Gli Adagia (proverbi e detti provenienti dalla cultura
classica, raccolti, commentati e interpretati da Erasmo)
trattano della pace in Europa nei suoi aspetti religiosi e
politici. Erasmo ha scritto sulla pace soprattutto dopo aver
visto, durante il suo viaggio in Italia, il Papa promuovere
la guerra. Nel frammento intitolato “Giulio escluso dal
cielo” c’è l’opposizione alla tendenza della Chiesa a
risolvere i conflitti con la guerra. Anche in un altro degli
Adagia, “I sileni di Alcibiade”, c’è un duro attacco alla
guerra. E nel “Dulce bellum inexpertis” si mettono in
evidenza le presunte bellezze della guerra da parte di
chi non l’ha mai conosciuta.
Erasmo ha contrapposto al “bellum” (la guerra) il
“verbum” (la parola), anzi il “sermo” (il discorso colloquiale)

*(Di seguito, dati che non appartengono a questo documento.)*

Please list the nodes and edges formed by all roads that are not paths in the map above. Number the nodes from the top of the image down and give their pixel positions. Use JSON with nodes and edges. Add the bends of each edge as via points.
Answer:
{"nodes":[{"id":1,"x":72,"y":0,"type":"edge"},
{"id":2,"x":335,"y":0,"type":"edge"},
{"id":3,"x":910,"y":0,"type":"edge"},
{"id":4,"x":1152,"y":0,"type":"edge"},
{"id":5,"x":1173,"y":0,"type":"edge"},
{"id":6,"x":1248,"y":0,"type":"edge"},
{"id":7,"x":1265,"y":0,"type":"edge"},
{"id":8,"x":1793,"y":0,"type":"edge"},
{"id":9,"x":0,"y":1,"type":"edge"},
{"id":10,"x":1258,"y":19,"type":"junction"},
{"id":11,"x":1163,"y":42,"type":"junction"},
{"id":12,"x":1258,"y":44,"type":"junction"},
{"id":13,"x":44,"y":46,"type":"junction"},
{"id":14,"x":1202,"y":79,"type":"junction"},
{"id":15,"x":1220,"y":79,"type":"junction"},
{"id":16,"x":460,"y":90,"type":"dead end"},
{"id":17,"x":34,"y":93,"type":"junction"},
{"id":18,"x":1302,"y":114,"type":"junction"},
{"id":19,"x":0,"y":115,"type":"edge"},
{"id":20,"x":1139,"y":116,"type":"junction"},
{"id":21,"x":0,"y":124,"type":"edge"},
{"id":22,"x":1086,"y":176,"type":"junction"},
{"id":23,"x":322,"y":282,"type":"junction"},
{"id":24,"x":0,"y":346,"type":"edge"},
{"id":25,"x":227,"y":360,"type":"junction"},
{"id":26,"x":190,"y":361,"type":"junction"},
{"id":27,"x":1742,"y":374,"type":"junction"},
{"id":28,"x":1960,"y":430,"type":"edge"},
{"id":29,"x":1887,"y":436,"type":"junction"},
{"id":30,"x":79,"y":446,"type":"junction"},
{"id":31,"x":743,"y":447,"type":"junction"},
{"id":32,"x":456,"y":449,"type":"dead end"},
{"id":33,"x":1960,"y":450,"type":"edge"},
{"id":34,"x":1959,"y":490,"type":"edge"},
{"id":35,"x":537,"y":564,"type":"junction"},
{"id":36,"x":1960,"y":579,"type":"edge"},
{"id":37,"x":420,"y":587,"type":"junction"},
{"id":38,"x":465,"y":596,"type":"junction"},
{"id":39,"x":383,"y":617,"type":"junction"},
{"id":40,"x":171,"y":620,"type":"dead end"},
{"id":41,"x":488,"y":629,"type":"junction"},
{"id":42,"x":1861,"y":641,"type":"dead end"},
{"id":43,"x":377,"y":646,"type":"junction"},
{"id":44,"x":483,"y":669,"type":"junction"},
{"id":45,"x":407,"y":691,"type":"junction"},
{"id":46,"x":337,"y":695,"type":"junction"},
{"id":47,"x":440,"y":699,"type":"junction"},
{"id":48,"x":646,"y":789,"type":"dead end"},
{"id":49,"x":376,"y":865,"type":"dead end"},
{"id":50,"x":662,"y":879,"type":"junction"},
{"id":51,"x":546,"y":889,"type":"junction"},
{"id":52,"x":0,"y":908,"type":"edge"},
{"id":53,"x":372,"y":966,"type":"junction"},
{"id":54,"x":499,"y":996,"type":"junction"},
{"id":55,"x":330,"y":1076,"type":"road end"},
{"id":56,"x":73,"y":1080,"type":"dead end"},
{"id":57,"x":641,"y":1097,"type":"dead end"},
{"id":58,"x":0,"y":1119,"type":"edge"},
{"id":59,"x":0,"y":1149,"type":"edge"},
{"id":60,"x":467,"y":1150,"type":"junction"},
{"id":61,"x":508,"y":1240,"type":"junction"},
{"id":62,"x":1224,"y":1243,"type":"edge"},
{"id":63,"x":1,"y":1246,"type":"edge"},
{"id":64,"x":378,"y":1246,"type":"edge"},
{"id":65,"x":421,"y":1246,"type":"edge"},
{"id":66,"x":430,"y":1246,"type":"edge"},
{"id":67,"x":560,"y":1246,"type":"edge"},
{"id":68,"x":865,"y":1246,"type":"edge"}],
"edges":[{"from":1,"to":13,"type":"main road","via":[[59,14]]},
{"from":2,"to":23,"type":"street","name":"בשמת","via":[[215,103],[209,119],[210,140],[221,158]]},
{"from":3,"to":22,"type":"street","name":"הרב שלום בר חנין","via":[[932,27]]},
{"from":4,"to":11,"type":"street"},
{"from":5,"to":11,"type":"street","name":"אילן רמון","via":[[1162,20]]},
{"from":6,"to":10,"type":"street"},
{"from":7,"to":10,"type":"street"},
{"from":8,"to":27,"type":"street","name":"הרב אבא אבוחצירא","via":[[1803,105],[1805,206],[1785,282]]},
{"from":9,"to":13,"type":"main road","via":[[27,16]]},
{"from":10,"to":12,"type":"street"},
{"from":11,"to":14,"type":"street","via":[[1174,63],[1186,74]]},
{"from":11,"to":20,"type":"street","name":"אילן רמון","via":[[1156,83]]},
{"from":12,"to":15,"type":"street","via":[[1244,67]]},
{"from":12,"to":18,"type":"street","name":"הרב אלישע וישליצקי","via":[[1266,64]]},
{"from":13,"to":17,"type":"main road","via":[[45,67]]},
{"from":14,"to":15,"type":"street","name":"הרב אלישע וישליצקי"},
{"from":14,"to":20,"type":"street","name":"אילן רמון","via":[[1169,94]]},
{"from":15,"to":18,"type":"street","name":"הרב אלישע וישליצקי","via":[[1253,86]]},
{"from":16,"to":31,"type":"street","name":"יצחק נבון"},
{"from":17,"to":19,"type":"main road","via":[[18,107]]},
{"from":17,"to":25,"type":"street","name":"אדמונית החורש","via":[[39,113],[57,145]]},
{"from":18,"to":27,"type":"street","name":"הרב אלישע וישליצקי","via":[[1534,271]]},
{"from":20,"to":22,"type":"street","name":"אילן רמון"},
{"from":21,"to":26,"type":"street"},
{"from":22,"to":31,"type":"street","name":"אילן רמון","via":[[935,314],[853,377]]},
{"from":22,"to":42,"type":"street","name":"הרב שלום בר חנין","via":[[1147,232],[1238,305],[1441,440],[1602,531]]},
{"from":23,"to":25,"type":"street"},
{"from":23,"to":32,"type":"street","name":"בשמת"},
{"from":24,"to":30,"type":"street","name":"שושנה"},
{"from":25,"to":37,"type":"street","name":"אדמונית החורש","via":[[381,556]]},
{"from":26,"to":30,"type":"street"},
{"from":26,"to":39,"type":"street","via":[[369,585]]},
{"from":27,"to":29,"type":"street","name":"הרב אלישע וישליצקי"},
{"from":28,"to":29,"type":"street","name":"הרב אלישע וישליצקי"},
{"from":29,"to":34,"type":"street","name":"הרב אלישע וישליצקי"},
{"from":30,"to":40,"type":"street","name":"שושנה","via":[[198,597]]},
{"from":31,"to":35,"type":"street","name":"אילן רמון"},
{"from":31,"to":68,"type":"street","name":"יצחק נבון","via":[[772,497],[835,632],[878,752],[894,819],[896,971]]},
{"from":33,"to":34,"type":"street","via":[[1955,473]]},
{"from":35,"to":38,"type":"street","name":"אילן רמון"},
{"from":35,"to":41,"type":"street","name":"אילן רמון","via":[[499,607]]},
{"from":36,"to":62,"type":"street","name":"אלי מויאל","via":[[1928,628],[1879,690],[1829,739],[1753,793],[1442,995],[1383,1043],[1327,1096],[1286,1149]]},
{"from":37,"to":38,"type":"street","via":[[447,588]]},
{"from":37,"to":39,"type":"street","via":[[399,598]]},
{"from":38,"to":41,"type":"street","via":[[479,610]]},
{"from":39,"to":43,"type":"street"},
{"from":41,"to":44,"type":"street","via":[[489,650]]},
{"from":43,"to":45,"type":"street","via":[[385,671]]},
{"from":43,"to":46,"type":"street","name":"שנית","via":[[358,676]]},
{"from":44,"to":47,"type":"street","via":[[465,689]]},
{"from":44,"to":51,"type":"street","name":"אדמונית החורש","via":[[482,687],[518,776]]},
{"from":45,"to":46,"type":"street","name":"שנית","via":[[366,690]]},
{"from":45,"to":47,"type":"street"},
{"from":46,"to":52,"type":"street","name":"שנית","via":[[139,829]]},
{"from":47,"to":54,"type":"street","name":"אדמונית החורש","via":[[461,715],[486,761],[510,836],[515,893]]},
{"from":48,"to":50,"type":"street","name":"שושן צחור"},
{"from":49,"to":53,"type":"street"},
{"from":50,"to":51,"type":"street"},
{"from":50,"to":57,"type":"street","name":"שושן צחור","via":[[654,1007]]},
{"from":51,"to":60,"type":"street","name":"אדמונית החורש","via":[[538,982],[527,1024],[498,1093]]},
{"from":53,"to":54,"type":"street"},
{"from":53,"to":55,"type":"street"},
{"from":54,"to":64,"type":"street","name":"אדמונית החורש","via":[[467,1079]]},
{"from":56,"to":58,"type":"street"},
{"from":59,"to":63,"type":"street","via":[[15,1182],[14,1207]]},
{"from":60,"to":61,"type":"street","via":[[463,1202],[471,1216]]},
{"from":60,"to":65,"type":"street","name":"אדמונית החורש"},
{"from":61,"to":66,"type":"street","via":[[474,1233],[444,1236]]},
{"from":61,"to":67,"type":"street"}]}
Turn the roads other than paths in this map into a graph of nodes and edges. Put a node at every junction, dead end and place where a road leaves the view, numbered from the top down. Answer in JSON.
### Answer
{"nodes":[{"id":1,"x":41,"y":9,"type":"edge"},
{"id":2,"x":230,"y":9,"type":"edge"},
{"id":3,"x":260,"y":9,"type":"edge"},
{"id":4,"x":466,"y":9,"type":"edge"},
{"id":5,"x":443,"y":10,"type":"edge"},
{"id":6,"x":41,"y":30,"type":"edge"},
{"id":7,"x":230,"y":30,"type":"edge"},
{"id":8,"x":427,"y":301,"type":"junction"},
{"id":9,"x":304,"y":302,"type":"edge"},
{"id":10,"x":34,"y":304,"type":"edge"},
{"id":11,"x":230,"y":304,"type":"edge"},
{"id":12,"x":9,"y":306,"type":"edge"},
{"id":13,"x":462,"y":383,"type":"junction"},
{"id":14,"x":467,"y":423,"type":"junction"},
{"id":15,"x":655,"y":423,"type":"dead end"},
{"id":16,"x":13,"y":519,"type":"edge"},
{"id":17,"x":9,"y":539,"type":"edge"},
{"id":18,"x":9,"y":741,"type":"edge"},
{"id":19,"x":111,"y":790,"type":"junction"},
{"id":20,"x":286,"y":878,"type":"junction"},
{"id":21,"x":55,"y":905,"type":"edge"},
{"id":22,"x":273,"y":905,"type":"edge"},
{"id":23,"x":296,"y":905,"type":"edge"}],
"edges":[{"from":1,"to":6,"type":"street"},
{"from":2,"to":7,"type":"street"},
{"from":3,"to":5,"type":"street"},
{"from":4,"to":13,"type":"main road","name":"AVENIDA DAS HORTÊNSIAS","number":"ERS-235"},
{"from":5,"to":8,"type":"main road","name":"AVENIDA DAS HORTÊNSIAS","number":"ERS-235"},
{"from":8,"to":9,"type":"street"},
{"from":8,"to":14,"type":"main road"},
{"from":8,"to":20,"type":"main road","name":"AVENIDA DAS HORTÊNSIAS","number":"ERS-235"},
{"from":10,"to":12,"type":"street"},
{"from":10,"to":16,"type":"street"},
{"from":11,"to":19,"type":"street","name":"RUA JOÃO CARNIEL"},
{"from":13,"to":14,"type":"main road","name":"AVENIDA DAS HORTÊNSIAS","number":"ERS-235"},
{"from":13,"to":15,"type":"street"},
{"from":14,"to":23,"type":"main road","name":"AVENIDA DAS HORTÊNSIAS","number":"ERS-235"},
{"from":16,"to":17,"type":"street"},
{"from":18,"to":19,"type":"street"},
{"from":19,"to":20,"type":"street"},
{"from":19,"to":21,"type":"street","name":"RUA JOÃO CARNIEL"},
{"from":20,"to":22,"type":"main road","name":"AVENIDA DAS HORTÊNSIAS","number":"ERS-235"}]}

cioè la trattativa, il dialogo.
Ma il “verbo” deve essere “incarnato”, altrimenti, come
dice papa Francesco: “Diffidate delle esperienze che portano
a sterili intimismi, degli spiritualismi appaganti, che
sembrano dare consolazione e invece portano a chiusure e
rigidità. I rigidi finiscono al ritualismo, sempre”.
La radice è sempre quella: dipende dal senso che diamo
alle parole.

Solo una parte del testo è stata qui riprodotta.